Siemens SINEC INS: Six Vulnerabilities Disclosed, Including High-Severity Flaws
Six vulnerabilities were disclosed on June 9, 2026, affecting Siemens SINEC INS and other Siemens products, with several rated as High severity.
Key findings
- Six vulnerabilities disclosed on June 9, 2026, impact Siemens SINEC INS and other Siemens products.
- High-severity flaws (up to CVSSv3 8.8) include unrestricted file system access and shell command injection.
- CVE-2026-46748 and CVE-2026-46746 allow for significant system compromise in SINEC INS.
- CVE-2026-46749 points to weak password hashing with a hardcoded salt in SINEC INS.
- Affected SINEC INS versions are prior to V1.0 SP2 Update 6; a patch is available.
- Other affected products include SIMATIC WinCC Unified PC Runtime and SIPROTEC 5 devices.
Siemens is addressing a cluster of six vulnerabilities disclosed on June 9, 2026, impacting its SINEC INS platform and other industrial control systems. The disclosures include several high-severity flaws, with CVSS scores reaching up to 8.8, posing significant risks to operational environments.
The most critical issues stem from insecure handling of user input and authentication mechanisms within SINEC INS. CVE-2026-46748, rated High (CVSSv3 8.8), involves a binary with the cap_dac_override capability, granting unrestricted file system access. This could allow an attacker to read or modify sensitive system files.
Another High severity vulnerability, CVE-2026-46746 (CVSSv3 8.8), also affects the /api/sftp/uploadFiles endpoint in SINEC INS. This flaw permits the injection of shell command payloads through crafted directory names, which are then stored and executed, potentially leading to remote code execution.
Further compounding the security concerns for SINEC INS is CVE-2026-46747 (Medium, CVSSv3 4.3). This vulnerability arises from improper sanitization of path input in the GET /api/sftp/uploadFiles endpoint, enabling path traversal. Attackers can exploit this to access unintended file system locations.
Additionally, CVE-2026-46749 (High, CVSSv3 7.5) highlights a weakness in the password hashing implementation within SINEC INS. The system uses a static, hardcoded salt and an insufficient number of iterations, making it vulnerable to brute-force attacks and allowing attackers to potentially recover user credentials.
The batch also includes CVE-2026-24349, a High severity vulnerability affecting multiple versions of SIMATIC WinCC Unified PC Runtime, and CVE-2025-40808, a Medium severity flaw impacting various SIPROTEC 5 devices. Specific details on the root cause for these two vulnerabilities were not fully elaborated in the initial disclosures but are noted as affecting critical industrial components.
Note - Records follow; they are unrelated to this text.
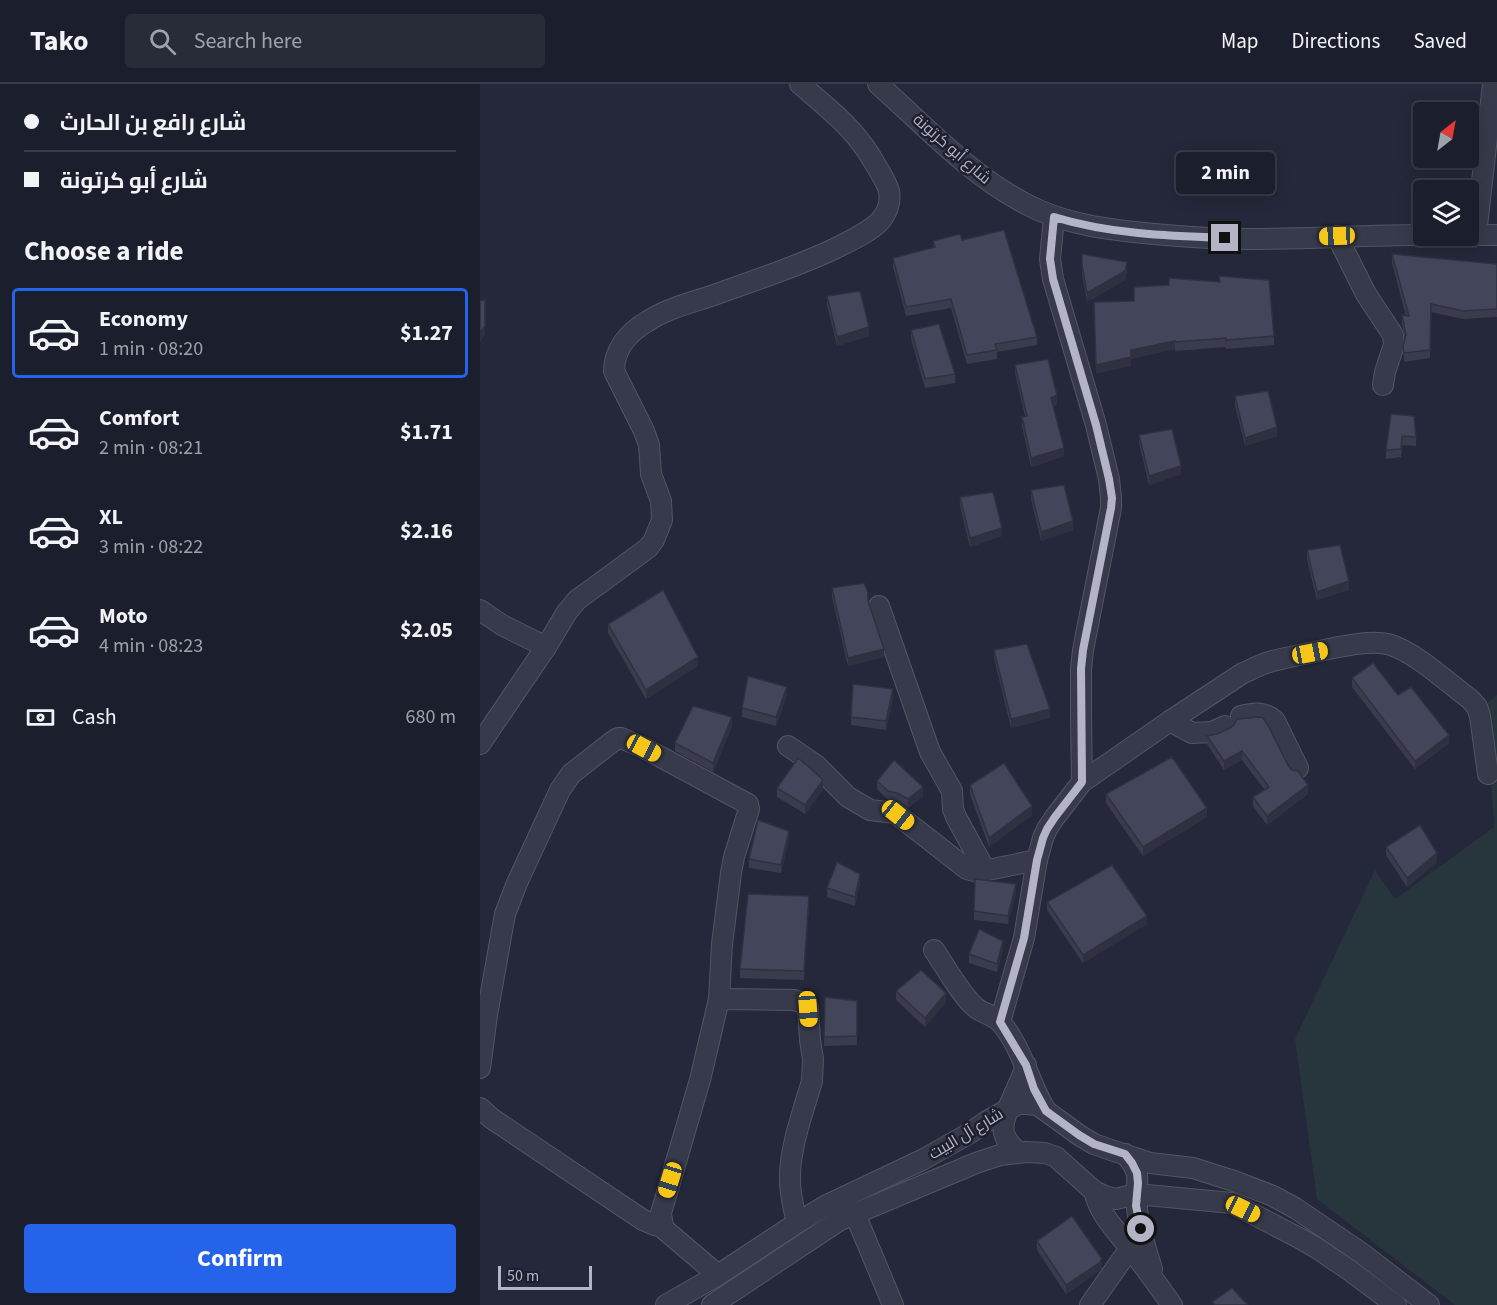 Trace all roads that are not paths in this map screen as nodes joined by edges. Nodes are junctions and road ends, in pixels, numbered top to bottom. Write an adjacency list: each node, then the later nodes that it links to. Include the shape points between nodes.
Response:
1 (800, 84): 13 (street, via 864,145 883,177 890,203 880,221 849,242 812,260 648,321 620,347 614,371 649,445 662,520 648,548 577,600)
2 (878, 84): 5 (street, شارع أبو كرتونة, via 973,170)
3 (1493, 84): 4 (street)
4 (1479, 185)
5 (1054, 217): 9 (street, شارع أبو كرتونة, via 1122,231 1179,236); 19 (street, via 1050,259 1053,279 1096,425 1112,498 1083,650)
6 (1413, 235): 9 (street, شارع أبو كرتونة)
7 (1479, 235): 8 (street)
8 (1497, 235)
9 (1337, 236): 10 (street, via 1366,294 1393,335)
10 (1383, 385)
11 (879, 606): 21 (street, via 930,752 952,790 956,817)
12 (480, 610): 13 (street)
13 (546, 647): 15 (street)
14 (1170, 721): 17 (street, via 1192,733 1212,732 1254,713 1270,716); 18 (street, via 1243,673 1266,663 1341,647 1389,644 1423,663 1477,707); 19 (street)
15 (480, 744)
16 (788, 746): 21 (street, via 816,765 848,797 870,810 895,813 967,869)
17 (1298, 768)
18 (1488, 774)
19 (1082, 782): 20 (street, via 1047,829)
20 (1037, 860): 21 (street); 24 (street, via 1024,938)
21 (985, 870)
22 (934, 950): 24 (street, via 969,1002)
23 (718, 999): 26 (street, via 731,873 749,805 618,738 565,781 517,883 505,914); 35 (street, via 794,1000 808,1009 812,1080 790,1172); 36 (street, via 700,1080 662,1205)
24 (1000, 1022): 25 (street)
25 (1026, 1065): 28 (street); 29 (street)
26 (480, 1068)
27 (480, 1108): 36 (street, via 643,1220)
28 (1007, 1110): 29 (street, شارع آل البيت, via 1027,1104); 30 (street, via 1004,1133); 35 (street, شارع آل البيت, via 922,1160)
29 (1046, 1111): 31 (street, شارع آل البيت, via 1094,1144)
30 (1018, 1152): 32 (street, شارع آل البيت, via 1056,1157); 34 (street, شارع آل البيت, via 976,1163)
31 (1125, 1154): 33 (street, via 1137,1173); 46 (street, شارع آل البيت, via 1150,1163 1192,1168 1273,1196 1360,1252)
32 (1094, 1191): 33 (street, شارع آل البيت, via 1116,1199); 37 (street, via 1101,1212)
33 (1137, 1194): 39 (street, via 1136,1206); 45 (street, شارع آل البيت, via 1232,1203 1318,1249)
34 (855, 1214): 41 (street, شارع آل البيت); 42 (street)
35 (797, 1223): 38 (street, شارع آل البيت)
36 (663, 1227): 38 (street)
37 (1130, 1248): 39 (street); 43 (street)
38 (718, 1275): 40 (street, شارع آل البيت)
39 (1155, 1281): 44 (street)
40 (666, 1305)
41 (712, 1305)
42 (893, 1305)
43 (1090, 1305)
44 (1172, 1305)
45 (1396, 1305)
46 (1429, 1305)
All identified vulnerabilities in SINEC INS affect versions prior to V1.0 SP2 Update 6. Siemens has released V1.0 SP2 Update 6 as a patch to address these issues. Users of affected Siemens products are strongly advised to update to the latest patched versions to mitigate these risks. The coordinated disclosure of these vulnerabilities underscores the importance of regular security assessments and timely patching within industrial control systems.